* [INFORMATION SUPPLIED]:
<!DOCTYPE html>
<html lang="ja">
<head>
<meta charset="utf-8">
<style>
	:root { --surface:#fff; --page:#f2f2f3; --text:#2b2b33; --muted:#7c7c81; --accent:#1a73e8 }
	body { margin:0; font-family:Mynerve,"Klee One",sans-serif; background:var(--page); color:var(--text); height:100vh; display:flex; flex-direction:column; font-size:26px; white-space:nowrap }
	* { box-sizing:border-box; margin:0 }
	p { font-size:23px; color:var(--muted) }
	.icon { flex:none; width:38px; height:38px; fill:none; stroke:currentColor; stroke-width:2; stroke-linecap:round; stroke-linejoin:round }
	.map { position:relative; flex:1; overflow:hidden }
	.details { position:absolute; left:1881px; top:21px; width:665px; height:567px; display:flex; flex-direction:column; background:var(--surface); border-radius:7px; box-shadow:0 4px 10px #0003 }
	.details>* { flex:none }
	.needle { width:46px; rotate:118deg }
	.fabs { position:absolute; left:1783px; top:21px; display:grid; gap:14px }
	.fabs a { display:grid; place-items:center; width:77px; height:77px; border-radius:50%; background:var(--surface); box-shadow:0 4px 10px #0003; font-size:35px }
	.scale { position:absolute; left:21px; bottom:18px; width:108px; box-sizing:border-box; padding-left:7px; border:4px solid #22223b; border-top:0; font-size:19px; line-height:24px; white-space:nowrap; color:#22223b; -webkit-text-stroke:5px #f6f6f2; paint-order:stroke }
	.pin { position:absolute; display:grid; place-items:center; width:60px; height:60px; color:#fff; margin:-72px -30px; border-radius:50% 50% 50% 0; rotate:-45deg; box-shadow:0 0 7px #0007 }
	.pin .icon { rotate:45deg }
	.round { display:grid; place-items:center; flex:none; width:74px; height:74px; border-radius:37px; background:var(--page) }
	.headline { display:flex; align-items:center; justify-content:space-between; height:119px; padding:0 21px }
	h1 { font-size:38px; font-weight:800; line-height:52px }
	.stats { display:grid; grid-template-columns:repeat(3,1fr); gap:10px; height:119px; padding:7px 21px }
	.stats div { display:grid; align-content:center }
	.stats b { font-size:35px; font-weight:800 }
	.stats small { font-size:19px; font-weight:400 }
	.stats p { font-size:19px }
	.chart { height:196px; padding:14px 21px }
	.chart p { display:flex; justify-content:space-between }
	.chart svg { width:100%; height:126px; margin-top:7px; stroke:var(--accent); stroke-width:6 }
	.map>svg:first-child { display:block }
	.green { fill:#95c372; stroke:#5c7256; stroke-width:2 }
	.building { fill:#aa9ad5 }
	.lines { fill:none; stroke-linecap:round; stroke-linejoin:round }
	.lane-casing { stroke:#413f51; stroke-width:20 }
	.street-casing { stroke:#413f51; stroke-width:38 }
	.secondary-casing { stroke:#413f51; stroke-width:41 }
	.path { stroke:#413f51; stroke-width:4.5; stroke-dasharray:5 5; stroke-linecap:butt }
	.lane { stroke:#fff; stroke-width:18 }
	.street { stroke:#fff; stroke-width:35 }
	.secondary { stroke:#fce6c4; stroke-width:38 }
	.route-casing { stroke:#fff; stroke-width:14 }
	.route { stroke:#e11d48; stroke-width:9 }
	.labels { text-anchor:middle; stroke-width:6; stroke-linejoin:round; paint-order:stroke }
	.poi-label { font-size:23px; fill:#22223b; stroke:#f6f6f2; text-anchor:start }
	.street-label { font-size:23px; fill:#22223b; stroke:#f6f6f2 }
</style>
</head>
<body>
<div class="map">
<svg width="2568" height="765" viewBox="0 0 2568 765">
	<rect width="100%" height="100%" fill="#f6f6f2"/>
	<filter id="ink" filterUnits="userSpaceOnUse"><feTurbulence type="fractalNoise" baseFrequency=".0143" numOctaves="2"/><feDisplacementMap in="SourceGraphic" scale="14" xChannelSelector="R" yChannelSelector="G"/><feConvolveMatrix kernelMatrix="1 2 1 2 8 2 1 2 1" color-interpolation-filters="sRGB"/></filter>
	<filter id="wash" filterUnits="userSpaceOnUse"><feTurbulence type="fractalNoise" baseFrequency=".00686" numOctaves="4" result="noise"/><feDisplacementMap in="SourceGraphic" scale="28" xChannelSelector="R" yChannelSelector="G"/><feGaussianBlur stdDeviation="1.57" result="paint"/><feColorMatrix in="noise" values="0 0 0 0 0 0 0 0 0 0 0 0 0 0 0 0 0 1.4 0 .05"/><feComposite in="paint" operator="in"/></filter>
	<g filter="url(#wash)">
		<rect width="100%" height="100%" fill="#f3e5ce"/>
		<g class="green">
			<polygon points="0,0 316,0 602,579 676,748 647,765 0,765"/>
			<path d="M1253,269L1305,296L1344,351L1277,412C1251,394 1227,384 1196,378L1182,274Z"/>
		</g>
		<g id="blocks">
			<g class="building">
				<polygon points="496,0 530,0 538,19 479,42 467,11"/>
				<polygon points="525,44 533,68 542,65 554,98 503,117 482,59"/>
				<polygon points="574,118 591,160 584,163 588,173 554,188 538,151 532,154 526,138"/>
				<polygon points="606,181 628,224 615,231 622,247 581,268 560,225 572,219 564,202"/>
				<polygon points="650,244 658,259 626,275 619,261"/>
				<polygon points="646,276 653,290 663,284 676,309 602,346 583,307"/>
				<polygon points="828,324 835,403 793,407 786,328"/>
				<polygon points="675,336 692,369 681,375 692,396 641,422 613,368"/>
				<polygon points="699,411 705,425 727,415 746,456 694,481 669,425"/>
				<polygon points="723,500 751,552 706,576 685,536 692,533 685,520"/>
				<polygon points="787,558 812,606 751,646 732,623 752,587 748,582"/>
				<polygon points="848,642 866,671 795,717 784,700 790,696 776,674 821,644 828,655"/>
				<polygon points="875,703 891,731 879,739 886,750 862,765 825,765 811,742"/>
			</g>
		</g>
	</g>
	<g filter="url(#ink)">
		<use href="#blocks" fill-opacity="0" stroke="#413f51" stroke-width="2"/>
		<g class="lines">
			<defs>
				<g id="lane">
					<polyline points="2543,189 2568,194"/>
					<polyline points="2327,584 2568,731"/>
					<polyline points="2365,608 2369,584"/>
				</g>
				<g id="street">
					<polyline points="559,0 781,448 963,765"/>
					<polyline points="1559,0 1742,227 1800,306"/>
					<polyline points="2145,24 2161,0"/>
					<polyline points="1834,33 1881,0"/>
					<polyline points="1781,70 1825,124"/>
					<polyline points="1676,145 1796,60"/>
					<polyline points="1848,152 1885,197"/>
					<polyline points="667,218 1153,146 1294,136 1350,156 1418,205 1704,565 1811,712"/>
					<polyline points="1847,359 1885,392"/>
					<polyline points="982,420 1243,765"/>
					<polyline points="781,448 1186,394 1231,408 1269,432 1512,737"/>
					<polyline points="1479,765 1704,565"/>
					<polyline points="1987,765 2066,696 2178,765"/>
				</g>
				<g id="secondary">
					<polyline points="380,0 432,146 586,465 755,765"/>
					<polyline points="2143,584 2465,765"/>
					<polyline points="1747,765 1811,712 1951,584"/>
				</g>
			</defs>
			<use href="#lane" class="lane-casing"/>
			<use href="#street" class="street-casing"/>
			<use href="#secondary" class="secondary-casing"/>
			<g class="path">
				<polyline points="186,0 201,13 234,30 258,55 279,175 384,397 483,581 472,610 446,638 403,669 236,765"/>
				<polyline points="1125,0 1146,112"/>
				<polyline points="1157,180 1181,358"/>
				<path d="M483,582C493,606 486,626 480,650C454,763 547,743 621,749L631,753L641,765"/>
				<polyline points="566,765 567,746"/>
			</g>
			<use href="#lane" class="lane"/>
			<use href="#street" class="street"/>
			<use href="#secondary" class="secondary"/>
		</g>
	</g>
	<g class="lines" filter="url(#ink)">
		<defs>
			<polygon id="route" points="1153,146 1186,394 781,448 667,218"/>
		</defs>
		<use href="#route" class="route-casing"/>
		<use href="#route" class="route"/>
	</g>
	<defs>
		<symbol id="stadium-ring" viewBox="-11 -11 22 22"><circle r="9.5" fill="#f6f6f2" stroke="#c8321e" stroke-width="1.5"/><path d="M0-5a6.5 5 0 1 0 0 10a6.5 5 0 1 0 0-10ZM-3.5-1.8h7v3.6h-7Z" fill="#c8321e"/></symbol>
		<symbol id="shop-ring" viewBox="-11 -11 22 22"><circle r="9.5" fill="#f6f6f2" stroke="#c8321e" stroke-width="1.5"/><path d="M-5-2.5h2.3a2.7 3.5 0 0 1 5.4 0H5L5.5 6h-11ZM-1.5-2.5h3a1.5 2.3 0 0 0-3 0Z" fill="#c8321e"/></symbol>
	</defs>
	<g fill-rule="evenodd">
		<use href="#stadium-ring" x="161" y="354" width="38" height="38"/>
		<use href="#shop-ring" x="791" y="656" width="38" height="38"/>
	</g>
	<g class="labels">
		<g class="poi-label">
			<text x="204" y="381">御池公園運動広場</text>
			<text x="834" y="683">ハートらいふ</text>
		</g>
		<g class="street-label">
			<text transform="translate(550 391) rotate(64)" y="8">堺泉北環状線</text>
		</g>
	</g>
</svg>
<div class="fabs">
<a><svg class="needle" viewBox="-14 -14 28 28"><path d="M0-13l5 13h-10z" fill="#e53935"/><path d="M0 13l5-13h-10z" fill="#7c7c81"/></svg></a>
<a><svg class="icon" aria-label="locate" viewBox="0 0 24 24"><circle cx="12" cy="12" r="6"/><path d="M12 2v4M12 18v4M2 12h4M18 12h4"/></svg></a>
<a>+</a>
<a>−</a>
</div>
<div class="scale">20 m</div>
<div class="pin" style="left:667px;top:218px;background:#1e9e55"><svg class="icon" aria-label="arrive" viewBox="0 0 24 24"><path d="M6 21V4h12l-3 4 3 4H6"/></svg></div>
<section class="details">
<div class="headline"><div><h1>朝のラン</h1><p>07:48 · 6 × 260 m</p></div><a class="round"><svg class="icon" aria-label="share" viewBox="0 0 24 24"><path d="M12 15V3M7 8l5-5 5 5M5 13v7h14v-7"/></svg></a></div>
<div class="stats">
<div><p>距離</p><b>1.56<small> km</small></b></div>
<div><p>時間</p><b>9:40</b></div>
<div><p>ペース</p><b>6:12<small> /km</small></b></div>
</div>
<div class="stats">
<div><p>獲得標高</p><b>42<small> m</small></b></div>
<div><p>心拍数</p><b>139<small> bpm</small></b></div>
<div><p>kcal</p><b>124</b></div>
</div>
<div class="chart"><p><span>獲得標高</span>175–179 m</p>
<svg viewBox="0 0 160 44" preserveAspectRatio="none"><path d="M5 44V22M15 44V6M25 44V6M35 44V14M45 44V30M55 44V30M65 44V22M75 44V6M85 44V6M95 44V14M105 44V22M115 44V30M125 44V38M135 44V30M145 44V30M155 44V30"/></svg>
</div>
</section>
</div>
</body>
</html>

* [YOUR OBJECTIVE]: Copy every line above that includes the string "white".

* [YOUR RESPONSE]:
	body { margin:0; font-family:Mynerve,"Klee One",sans-serif; background:var(--page); color:var(--text); height:100vh; display:flex; flex-direction:column; font-size:26px; white-space:nowrap }
	.scale { position:absolute; left:21px; bottom:18px; width:108px; box-sizing:border-box; padding-left:7px; border:4px solid #22223b; border-top:0; font-size:19px; line-height:24px; white-space:nowrap; color:#22223b; -webkit-text-stroke:5px #f6f6f2; paint-order:stroke }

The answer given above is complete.